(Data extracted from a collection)
»»

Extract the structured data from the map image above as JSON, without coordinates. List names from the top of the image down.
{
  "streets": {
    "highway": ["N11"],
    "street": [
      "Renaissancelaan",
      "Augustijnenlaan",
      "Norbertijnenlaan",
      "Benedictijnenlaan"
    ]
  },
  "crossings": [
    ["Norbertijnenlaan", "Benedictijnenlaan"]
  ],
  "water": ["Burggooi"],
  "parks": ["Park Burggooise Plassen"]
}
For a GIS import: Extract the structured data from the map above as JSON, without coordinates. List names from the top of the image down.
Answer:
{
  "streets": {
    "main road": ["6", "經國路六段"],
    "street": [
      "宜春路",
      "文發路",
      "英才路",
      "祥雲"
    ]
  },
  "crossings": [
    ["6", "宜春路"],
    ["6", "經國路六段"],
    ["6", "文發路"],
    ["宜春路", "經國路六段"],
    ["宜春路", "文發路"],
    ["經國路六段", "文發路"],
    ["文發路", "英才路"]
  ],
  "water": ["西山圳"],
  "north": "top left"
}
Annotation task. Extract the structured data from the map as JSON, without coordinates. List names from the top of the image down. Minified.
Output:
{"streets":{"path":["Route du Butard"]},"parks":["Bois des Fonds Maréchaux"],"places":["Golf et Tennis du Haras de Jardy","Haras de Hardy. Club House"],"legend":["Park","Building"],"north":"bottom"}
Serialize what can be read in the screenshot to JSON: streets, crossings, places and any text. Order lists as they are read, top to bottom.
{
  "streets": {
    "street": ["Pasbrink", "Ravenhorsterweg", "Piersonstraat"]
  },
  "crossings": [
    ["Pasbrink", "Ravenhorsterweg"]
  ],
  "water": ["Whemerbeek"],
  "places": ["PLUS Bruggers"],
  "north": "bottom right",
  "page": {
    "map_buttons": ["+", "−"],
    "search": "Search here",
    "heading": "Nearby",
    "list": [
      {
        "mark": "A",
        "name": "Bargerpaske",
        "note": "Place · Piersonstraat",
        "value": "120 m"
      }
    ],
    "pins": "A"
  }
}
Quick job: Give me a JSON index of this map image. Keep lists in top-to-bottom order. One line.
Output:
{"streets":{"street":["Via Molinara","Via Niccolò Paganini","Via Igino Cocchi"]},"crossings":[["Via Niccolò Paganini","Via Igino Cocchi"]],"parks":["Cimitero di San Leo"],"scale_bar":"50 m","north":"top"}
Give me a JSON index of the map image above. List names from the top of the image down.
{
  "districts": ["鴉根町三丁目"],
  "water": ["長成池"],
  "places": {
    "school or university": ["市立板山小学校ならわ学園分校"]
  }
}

««

Exercise:
Each entry is to be written out exactly as it was given.

Task result:
Extract the structured data from the map image above as JSON, without coordinates. List names from the top of the image down.
{
  "streets": {
    "highway": ["N11"],
    "street": [
      "Renaissancelaan",
      "Augustijnenlaan",
      "Norbertijnenlaan",
      "Benedictijnenlaan"
    ]
  },
  "crossings": [
    ["Norbertijnenlaan", "Benedictijnenlaan"]
  ],
  "water": ["Burggooi"],
  "parks": ["Park Burggooise Plassen"]
}
For a GIS import: Extract the structured data from the map above as JSON, without coordinates. List names from the top of the image down.
Answer:
{
  "streets": {
    "main road": ["6", "經國路六段"],
    "street": [
      "宜春路",
      "文發路",
      "英才路",
      "祥雲"
    ]
  },
  "crossings": [
    ["6", "宜春路"],
    ["6", "經國路六段"],
    ["6", "文發路"],
    ["宜春路", "經國路六段"],
    ["宜春路", "文發路"],
    ["經國路六段", "文發路"],
    ["文發路", "英才路"]
  ],
  "water": ["西山圳"],
  "north": "top left"
}
Annotation task. Extract the structured data from the map as JSON, without coordinates. List names from the top of the image down. Minified.
Output:
{"streets":{"path":["Route du Butard"]},"parks":["Bois des Fonds Maréchaux"],"places":["Golf et Tennis du Haras de Jardy","Haras de Hardy. Club House"],"legend":["Park","Building"],"north":"bottom"}
Serialize what can be read in the screenshot to JSON: streets, crossings, places and any text. Order lists as they are read, top to bottom.
{
  "streets": {
    "street": ["Pasbrink", "Ravenhorsterweg", "Piersonstraat"]
  },
  "crossings": [
    ["Pasbrink", "Ravenhorsterweg"]
  ],
  "water": ["Whemerbeek"],
  "places": ["PLUS Bruggers"],
  "north": "bottom right",
  "page": {
    "map_buttons": ["+", "−"],
    "search": "Search here",
    "heading": "Nearby",
    "list": [
      {
        "mark": "A",
        "name": "Bargerpaske",
        "note": "Place · Piersonstraat",
        "value": "120 m"
      }
    ],
    "pins": "A"
  }
}
Quick job: Give me a JSON index of this map image. Keep lists in top-to-bottom order. One line.
Output:
{"streets":{"street":["Via Molinara","Via Niccolò Paganini","Via Igino Cocchi"]},"crossings":[["Via Niccolò Paganini","Via Igino Cocchi"]],"parks":["Cimitero di San Leo"],"scale_bar":"50 m","north":"top"}
Give me a JSON index of the map image above. List names from the top of the image down.
{
  "districts": ["鴉根町三丁目"],
  "water": ["長成池"],
  "places": {
    "school or university": ["市立板山小学校ならわ学園分校"]
  }
}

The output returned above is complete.